(Beginning of Source material)

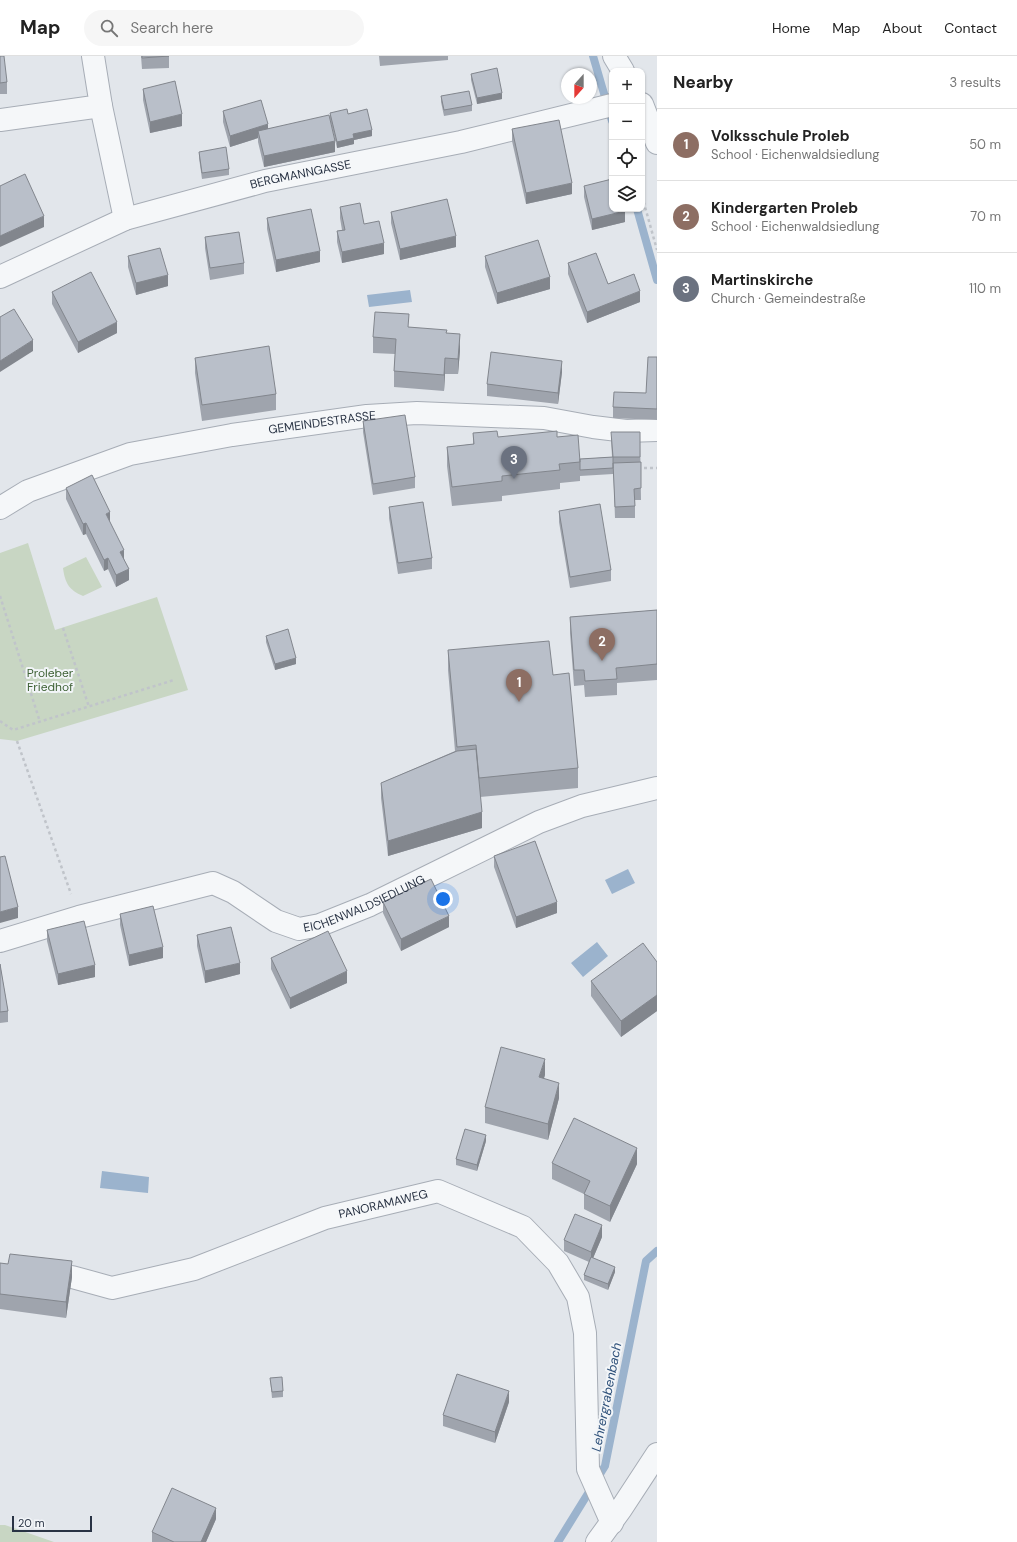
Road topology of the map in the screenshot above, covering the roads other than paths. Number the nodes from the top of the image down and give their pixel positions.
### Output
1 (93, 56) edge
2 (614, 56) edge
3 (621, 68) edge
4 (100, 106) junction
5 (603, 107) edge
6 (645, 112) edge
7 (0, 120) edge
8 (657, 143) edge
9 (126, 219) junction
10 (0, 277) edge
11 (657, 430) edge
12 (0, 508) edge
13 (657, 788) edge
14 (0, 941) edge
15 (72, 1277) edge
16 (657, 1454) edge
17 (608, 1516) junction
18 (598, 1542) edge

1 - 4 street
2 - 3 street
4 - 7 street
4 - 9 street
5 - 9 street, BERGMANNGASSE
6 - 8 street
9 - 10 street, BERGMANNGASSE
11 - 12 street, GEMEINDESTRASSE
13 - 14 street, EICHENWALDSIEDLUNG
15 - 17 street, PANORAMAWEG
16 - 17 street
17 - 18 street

(End of Source material)
(Beginning of Source material)

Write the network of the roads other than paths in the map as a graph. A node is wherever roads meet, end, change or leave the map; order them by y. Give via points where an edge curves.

(End of Source material)

§ **Problem description**
Whenever a line in the entries holds the word "roads", copy that line.

§ **Solution for this task**
Road topology of the map in the screenshot above, covering the roads other than paths. Number the nodes from the top of the image down and give their pixel positions.
Write the network of the roads other than paths in the map as a graph. A node is wherever roads meet, end, change or leave the map; order them by y. Give via points where an edge curves.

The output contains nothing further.